Computational Study of the Donor-Acceptor Interactions Underlying the Variable Oxygen Probe.

The variable oxygen probe (VOP) is a crystallographic technique that has been used to explore the relative donor abilities of various filled orbitals ranging from vicinal lone pairs to polarized heteroatom-carbon bonds, remote π functionalities, and strained carbon-carbon (CC) bonds. In this study, the donor-acceptor interactions which underlie the VOP have been explored in the gas phase using density functional theory on the model systems 1-13 with natural bond orbital analysis of the various donor-acceptor interactions involving both neutral and charged σ* antibonding orbitals as the acceptor probes.
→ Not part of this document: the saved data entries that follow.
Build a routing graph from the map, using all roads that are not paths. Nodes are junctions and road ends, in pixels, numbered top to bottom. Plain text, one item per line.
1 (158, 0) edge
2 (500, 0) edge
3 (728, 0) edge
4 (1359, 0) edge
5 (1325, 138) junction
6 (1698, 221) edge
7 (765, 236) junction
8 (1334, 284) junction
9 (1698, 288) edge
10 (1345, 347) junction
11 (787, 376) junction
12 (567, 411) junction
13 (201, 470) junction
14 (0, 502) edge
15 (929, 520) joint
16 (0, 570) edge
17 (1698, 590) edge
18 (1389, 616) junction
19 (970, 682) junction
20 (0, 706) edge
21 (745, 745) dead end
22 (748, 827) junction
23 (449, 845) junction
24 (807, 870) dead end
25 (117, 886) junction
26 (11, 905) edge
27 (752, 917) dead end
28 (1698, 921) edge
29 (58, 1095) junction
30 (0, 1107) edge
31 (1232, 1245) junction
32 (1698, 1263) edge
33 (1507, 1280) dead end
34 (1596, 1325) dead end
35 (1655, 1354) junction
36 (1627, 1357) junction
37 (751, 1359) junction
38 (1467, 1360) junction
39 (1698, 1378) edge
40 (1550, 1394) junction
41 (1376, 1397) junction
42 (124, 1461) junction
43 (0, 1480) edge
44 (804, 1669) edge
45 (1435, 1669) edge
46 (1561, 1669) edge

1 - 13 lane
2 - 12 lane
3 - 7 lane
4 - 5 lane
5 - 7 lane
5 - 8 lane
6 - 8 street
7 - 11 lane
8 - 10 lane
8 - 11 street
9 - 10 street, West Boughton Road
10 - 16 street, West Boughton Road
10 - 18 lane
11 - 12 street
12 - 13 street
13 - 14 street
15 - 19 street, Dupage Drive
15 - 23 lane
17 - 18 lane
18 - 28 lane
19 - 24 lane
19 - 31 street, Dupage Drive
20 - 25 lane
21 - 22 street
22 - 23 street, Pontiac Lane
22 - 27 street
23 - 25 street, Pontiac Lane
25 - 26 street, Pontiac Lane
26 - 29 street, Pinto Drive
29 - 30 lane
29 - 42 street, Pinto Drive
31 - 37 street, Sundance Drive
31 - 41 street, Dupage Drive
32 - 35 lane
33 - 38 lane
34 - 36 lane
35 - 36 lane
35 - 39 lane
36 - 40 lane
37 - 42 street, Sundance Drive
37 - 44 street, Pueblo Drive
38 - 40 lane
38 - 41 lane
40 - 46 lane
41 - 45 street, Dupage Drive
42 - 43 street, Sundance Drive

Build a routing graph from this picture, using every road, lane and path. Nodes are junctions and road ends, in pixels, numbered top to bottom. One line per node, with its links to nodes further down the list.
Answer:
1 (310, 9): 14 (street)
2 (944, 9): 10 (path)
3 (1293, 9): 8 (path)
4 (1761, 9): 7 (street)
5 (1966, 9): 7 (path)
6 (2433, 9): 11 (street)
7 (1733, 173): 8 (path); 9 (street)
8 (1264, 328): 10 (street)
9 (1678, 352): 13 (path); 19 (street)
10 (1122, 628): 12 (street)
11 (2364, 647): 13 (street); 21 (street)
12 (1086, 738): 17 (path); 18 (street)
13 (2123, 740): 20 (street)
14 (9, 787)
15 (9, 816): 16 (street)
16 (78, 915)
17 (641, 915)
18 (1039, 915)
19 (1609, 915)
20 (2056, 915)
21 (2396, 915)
Updated values for the VOP slopes of 1-13 were shown to relate qualitatively with the sum of all significant donor-acceptor interactions present in these derivatives. Application of the VOP to calculated structures of 1-13 with various -OR substituents revealed a similar relationship between the C-OR bond distance to pKa (ROH). However, the VOP slopes in the gas phase were significantly smaller in magnitude than those obtained from crystal structural data, likely due to the valence form (C+-OR) being disfavored in the former, highlighting the advantage of the VOP as an experimental technique to discriminate donor ability more effectively than calculated structures.